The night wasn't a total loss, however. I also got to see a short film I hadn't seen in ages, The Red Balloon. It played in front of Breathless, and boy, was I happy about that. I feel fairly confident in saying this may be the first foreign film I ever saw, and the memory is still strong. I was in grade school, maybe third grade, and we were on a class outing to our local library. We were shown around the place and told how it worked, and then the librarian showed us the movie - which must have been on 8 or 16mm or something like that. Home video was still several years away.

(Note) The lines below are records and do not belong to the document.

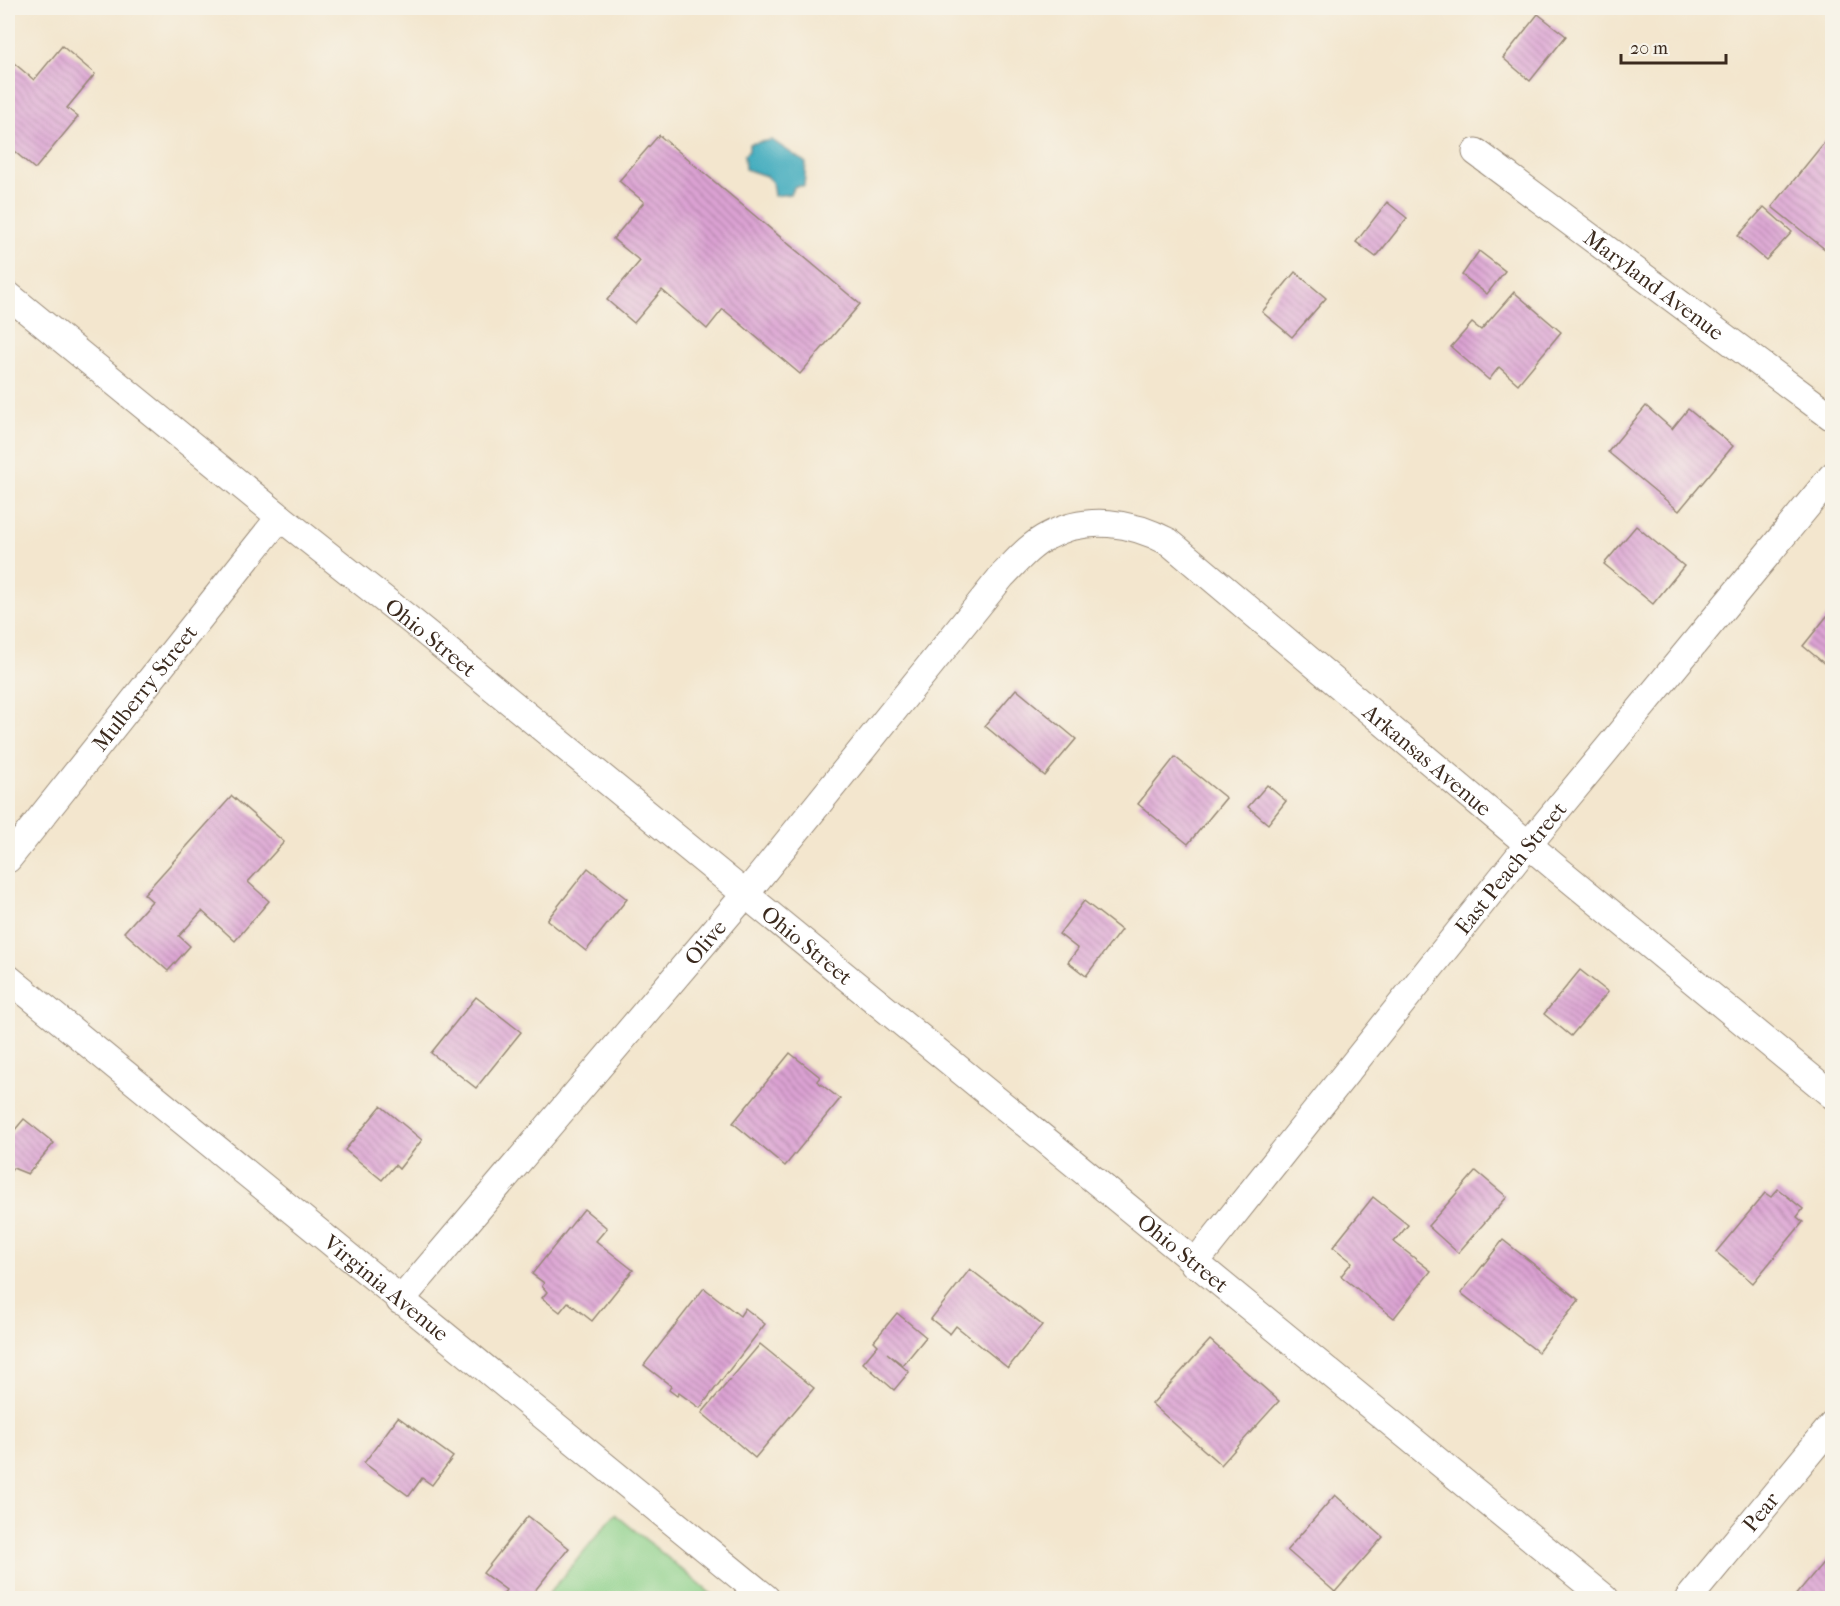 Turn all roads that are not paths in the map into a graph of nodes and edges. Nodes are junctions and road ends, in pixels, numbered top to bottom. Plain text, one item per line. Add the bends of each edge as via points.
1 (1476, 152) dead end
2 (8, 295) edge
3 (1833, 417) edge
4 (1833, 476) edge
5 (280, 517) junction
6 (1002, 576) joint
7 (1528, 845) junction
8 (8, 859) edge
9 (744, 896) junction
10 (8, 978) edge
11 (1833, 1095) edge
12 (1194, 1264) junction
13 (400, 1301) junction
14 (1833, 1425) edge
15 (766, 1599) edge
16 (1605, 1599) edge
17 (1689, 1599) edge

1 - 3 street, Maryland Avenue
2 - 5 street, Ohio Street
4 - 7 street, East Peach Street
5 - 8 street, Mulberry Street
5 - 9 street, Ohio Street
6 - 7 street, Arkansas Avenue via 1047,536 1072,526 1125,524 1148,531 1169,542
6 - 9 street, Olive
7 - 11 street, Arkansas Avenue
7 - 12 street, East Peach Street
9 - 12 street, Ohio Street
9 - 13 street, Olive
10 - 13 street, Virginia Avenue
12 - 16 street, Ohio Street
13 - 15 street, Virginia Avenue
14 - 17 street, Pear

It's an almost-silent short about a kid and a balloon with what appears to be a mind of its own. Looking at it now, it reminds me somewhat of Little Fugitive in that we're following an unsupervised child all over city streets and he doesn't appear to be in grave danger. The streets and alleys of Paris are well put on display in lush Technicolor.

Balloon is one of those kind of tales where the magic of something like a sentient balloon is taken for granted, but that's part of its charm. I know it appealed to me as a kid, and I'm glad to know it still does over thirty years later.

Monday, December 21, 2015

Top 5 movie-going moments of 2015


I almost wasn't going to do a Top 5 this year, because I honestly didn't think I had enough to round one out - but then I realized that not every positive movie-going experience has to include something odd or unusual, though this list includes those too. Once again, I was fortunate to have seen some world-class films on the big screen, on celluloid, and those should be acknowledged too. So here you go:


5. Pather Panchali @ Film Forum. I wish I could've seen the rest of the Apu Trilogy at the Forum as well, but I can hardly complain about getting to see the first film in the series, on a big screen. It was as good as I remembered it.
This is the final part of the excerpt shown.